Normally I can receive WCBS and WNBC at about the same signal strength down in Freehold, NJ, with the antenna pointed in the same direction. Last night, WCBS was clear as a bell, but WNBC was severely compromised. Anyone else seeing this?
 
hubcity said:
Normally I can receive WCBS and WNBC at about the same signal strength down in Freehold, NJ, with the antenna pointed in the same direction. Last night, WCBS was clear as a bell, but WNBC was severely compromised. Anyone else seeing this?
How can you tell the same signal strength? Do you have a signal meter on your digital box?

In the OTA analogue world, we used to see that visually with the amount - or lack of - snow/static interfering with the picture. Channel 4would be duplicated in Washington, DC on the backside.

In the OTA digital world, the picture is crystal clear, or it's gone. Anything in-between would appear as picture break-up.

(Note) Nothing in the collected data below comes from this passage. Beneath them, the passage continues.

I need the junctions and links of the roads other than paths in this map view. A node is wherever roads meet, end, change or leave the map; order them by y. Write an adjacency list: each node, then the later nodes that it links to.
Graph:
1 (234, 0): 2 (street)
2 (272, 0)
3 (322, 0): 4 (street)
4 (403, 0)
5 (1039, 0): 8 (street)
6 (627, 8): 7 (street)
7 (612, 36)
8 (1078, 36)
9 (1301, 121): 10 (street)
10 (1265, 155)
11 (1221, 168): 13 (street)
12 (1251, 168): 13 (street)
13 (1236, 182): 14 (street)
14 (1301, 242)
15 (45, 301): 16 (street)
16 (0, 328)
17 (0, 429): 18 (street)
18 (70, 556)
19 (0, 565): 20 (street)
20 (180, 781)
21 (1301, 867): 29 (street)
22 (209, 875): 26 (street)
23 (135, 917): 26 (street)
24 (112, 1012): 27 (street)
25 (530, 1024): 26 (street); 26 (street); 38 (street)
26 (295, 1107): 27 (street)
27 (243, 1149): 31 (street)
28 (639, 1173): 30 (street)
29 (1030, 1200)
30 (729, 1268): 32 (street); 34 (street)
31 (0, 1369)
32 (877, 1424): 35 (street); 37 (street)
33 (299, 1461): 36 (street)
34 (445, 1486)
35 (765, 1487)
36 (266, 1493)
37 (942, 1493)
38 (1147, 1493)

WNBC is no longer on #4, it broadcasts on RF28. However, there are several of issues here. MD has a full power signal on 28. 2 Philly stations are close enough to interfere with your picture in Freehold. The biggest offender I see is WFME. Their new digital channel is 29.

Welcome to the future.

Jeff in Sa-ra-so-ta!
 
Most converter boxes and many TVs do have a signal meter. Usually on the channel setup screen.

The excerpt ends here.